#### How to complete this task:
Your answer should repeat every line of the records below in which the word "image" appears.

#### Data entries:
--- --- ---

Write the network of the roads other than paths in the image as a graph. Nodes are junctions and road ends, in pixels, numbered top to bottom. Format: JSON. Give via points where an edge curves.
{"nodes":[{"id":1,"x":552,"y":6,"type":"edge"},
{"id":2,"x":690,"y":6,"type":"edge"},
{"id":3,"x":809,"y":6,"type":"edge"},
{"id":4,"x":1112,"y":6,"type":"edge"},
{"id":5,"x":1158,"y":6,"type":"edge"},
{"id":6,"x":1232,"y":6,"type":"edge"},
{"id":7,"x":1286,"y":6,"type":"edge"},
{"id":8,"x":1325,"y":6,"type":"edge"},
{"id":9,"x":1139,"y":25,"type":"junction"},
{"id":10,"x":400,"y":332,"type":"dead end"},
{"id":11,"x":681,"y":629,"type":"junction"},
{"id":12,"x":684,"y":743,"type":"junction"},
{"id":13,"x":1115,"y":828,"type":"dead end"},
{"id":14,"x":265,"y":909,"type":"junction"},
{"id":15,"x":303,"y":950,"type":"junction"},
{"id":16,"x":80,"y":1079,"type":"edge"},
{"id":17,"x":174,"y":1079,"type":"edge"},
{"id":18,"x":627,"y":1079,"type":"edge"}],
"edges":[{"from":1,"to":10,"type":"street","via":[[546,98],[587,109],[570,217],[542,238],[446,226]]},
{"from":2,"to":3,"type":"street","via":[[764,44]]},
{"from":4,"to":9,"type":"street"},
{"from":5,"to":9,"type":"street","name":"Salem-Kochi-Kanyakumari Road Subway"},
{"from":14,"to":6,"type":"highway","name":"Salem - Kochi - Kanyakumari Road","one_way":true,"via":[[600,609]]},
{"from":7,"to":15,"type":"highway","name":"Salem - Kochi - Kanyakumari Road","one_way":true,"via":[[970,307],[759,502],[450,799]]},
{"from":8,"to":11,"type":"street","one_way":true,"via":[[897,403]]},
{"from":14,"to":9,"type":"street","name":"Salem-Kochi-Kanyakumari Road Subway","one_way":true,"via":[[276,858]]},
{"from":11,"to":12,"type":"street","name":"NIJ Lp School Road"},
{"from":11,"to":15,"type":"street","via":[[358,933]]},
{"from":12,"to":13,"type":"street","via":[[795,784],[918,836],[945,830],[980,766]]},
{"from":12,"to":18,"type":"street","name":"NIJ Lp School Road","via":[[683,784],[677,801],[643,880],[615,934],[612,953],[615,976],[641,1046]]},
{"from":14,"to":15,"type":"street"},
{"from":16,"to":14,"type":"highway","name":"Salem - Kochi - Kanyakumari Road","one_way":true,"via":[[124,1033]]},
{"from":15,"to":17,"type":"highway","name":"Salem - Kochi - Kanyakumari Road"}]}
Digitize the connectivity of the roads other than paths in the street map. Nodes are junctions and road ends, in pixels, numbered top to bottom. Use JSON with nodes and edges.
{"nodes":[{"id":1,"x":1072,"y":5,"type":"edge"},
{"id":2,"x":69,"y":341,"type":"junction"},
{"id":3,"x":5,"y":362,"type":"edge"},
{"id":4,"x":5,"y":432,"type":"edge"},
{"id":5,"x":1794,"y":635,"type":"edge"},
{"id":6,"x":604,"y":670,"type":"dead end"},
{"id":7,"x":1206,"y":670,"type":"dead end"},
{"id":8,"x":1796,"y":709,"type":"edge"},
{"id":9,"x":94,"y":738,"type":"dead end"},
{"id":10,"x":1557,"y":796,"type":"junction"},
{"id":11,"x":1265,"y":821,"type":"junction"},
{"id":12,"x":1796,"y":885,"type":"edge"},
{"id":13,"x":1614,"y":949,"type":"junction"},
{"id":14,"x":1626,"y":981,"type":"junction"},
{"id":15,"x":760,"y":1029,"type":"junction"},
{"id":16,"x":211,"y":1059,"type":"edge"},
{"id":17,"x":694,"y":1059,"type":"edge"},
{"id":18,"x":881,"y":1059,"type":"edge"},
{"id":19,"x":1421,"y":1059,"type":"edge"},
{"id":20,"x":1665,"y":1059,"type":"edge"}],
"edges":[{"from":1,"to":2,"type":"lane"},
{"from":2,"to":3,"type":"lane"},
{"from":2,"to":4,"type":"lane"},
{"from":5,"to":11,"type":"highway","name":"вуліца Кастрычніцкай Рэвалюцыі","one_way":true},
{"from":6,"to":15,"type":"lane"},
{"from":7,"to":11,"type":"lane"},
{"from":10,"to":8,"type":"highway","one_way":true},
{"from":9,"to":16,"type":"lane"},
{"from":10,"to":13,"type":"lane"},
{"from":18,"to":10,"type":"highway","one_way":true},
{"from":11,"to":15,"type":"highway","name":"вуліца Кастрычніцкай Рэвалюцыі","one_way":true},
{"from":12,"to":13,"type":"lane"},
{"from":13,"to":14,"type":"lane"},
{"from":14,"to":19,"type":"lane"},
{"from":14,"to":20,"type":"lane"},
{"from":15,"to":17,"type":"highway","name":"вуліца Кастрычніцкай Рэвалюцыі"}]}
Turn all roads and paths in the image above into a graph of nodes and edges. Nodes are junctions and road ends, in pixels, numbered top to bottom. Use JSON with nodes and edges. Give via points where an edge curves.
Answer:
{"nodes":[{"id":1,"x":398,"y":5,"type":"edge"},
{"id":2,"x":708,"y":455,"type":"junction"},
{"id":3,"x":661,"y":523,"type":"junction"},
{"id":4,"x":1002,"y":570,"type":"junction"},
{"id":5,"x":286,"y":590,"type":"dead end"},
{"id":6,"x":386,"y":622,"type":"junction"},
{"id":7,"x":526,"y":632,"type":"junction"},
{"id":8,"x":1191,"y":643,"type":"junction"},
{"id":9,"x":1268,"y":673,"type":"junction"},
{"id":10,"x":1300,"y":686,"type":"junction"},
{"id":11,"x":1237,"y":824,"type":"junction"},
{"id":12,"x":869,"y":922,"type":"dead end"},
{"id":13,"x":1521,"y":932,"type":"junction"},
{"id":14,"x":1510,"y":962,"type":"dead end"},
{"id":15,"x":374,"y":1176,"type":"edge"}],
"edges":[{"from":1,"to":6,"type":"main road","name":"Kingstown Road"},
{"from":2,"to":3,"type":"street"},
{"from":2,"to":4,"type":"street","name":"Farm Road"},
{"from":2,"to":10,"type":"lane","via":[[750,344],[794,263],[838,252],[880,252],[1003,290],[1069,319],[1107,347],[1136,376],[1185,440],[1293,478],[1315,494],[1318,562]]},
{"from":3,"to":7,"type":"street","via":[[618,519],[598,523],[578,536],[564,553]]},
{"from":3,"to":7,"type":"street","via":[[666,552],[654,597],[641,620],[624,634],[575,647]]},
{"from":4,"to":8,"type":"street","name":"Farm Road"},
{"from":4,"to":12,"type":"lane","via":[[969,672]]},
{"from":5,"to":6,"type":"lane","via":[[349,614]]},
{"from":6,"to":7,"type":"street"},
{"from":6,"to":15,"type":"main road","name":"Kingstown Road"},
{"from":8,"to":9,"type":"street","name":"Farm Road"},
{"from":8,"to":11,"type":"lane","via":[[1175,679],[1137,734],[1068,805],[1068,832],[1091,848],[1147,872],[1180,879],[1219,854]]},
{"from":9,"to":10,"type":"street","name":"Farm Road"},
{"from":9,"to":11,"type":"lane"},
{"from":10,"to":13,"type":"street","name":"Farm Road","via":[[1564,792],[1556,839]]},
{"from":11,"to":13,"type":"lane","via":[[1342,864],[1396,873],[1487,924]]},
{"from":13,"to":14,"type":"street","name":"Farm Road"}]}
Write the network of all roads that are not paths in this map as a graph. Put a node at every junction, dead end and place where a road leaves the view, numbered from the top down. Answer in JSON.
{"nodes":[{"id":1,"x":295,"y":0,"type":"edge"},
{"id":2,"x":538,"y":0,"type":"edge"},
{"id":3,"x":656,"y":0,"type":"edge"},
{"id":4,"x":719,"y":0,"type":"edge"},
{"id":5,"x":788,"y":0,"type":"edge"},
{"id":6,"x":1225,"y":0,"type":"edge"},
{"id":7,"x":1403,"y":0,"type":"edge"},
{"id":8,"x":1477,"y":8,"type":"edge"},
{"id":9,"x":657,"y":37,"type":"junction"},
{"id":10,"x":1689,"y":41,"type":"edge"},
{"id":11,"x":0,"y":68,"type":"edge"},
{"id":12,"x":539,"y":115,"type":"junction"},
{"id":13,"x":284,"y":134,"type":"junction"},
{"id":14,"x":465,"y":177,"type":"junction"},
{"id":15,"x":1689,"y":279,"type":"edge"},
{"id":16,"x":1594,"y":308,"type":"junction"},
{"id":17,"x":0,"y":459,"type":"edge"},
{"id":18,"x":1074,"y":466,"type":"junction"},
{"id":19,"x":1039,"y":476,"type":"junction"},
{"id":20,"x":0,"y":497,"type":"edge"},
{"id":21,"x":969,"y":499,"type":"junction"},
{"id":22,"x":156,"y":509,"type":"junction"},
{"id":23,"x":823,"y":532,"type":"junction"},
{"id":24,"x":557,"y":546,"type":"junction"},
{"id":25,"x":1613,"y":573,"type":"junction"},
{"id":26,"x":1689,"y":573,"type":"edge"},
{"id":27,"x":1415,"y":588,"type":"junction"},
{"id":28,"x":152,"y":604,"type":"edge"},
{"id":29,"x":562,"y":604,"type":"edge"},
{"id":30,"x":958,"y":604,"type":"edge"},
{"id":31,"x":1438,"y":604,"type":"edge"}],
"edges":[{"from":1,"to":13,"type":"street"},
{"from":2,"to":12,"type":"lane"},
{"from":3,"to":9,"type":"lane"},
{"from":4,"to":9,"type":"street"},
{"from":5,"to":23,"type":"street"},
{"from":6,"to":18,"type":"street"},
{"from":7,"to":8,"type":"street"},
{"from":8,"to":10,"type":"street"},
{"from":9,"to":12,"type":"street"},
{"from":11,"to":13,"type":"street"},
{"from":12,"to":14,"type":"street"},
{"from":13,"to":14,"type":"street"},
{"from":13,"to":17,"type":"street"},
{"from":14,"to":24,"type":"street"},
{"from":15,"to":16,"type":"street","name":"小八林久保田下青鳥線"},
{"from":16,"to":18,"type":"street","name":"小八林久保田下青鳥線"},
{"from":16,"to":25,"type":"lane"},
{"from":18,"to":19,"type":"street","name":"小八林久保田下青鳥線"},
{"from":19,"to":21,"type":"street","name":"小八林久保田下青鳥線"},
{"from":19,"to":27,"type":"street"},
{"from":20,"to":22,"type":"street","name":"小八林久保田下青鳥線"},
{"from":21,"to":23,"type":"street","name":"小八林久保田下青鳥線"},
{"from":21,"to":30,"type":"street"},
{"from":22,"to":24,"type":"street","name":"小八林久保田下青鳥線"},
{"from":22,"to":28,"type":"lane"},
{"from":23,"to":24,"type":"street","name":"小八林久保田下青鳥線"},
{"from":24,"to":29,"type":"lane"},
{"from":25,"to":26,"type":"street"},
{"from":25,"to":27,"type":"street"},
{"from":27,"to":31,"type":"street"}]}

--- --- ---

#### Answer to the problem:
Write the network of the roads other than paths in the image as a graph. Nodes are junctions and road ends, in pixels, numbered top to bottom. Format: JSON. Give via points where an edge curves.
Turn all roads and paths in the image above into a graph of nodes and edges. Nodes are junctions and road ends, in pixels, numbered top to bottom. Use JSON with nodes and edges. Give via points where an edge curves.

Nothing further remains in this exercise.